Children missing, their parents murdered, twenty-six dead across six families, nobody has been able to leave the town of Hillsboro for three days, and as outsiders unknown to the nervous townsfolk suspicion falls on Ben, Nicky and KT who now find they also cannot leave, leading the sheriff to seek answers elsewhere, seeking advice and guidance in the local doctor and priest.

A 1971 low-budget horror of small-town paranoia, The Brotherhood of Satan was directed by Bernard McEveety from a script by William Welch based on a story by Sean MacGregor, starring Major Dundee’s L Q Jones as Sherriff Pete, over his head as the bloody bodies pile up in the icehouse, leaning perhaps too heavily on the kindly Doctor Duncan (Nightwing’s Strother Martin).

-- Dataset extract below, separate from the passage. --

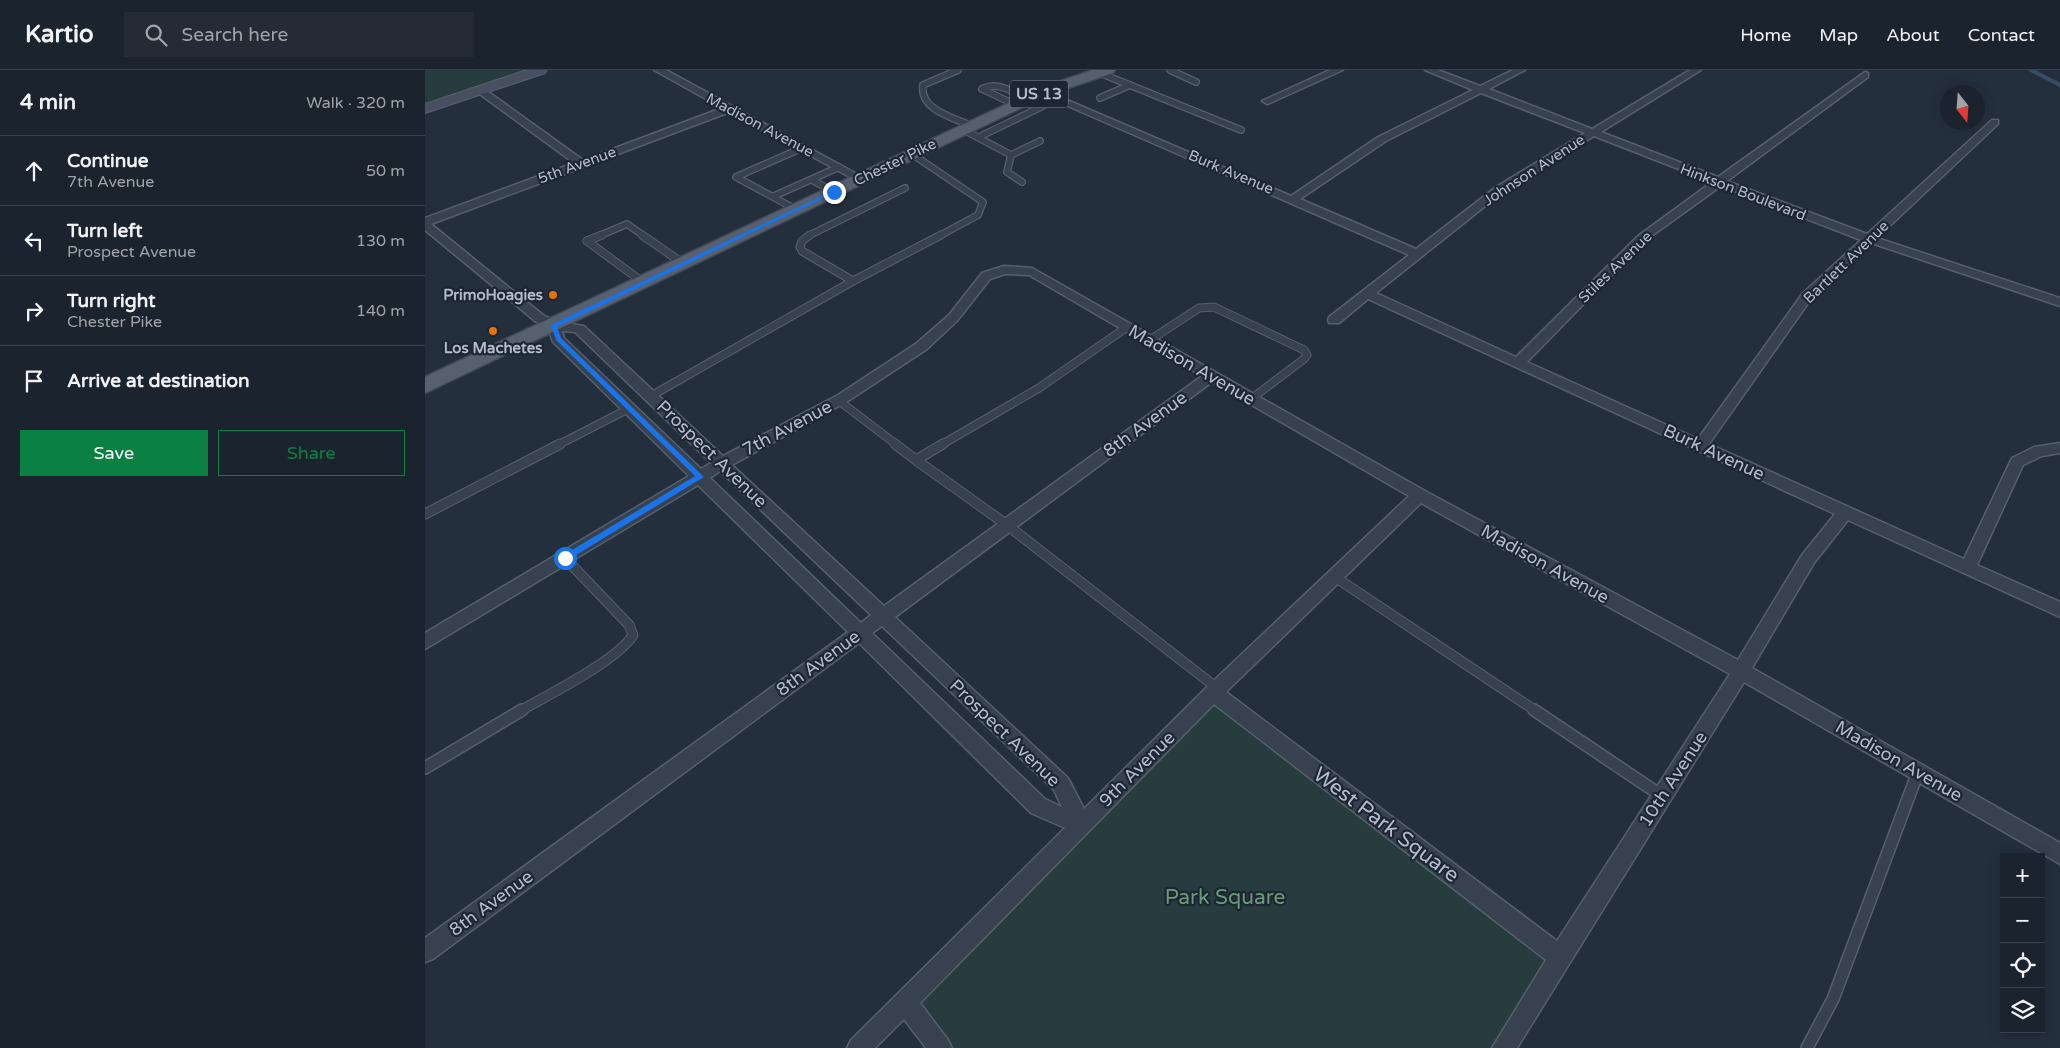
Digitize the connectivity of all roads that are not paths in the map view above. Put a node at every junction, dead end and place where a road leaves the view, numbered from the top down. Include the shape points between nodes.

Unjustly overlooked for many years and now presented on Blu-ray by Arrow, the early scenes are disjointed to the point of incomprehensible, their meaning only becoming apparent much later in a film which at times seems a cascade of disconnected characters in a town which harbours a secret coven of devil worshippers as fractious and ready to turn on each other as the locals on whom they prey.

At times surreal and primal, The Brotherhood of Satan is certainly as good as many higher profile films of the era such as The Devil’s Rain and Race with the Devil but in some ways it remains a film of two mismatched halves, the members of the cult tearing apart their unfortunate associate who has strayed from the faith with absolute conviction while the investigation is hampered by soap acting.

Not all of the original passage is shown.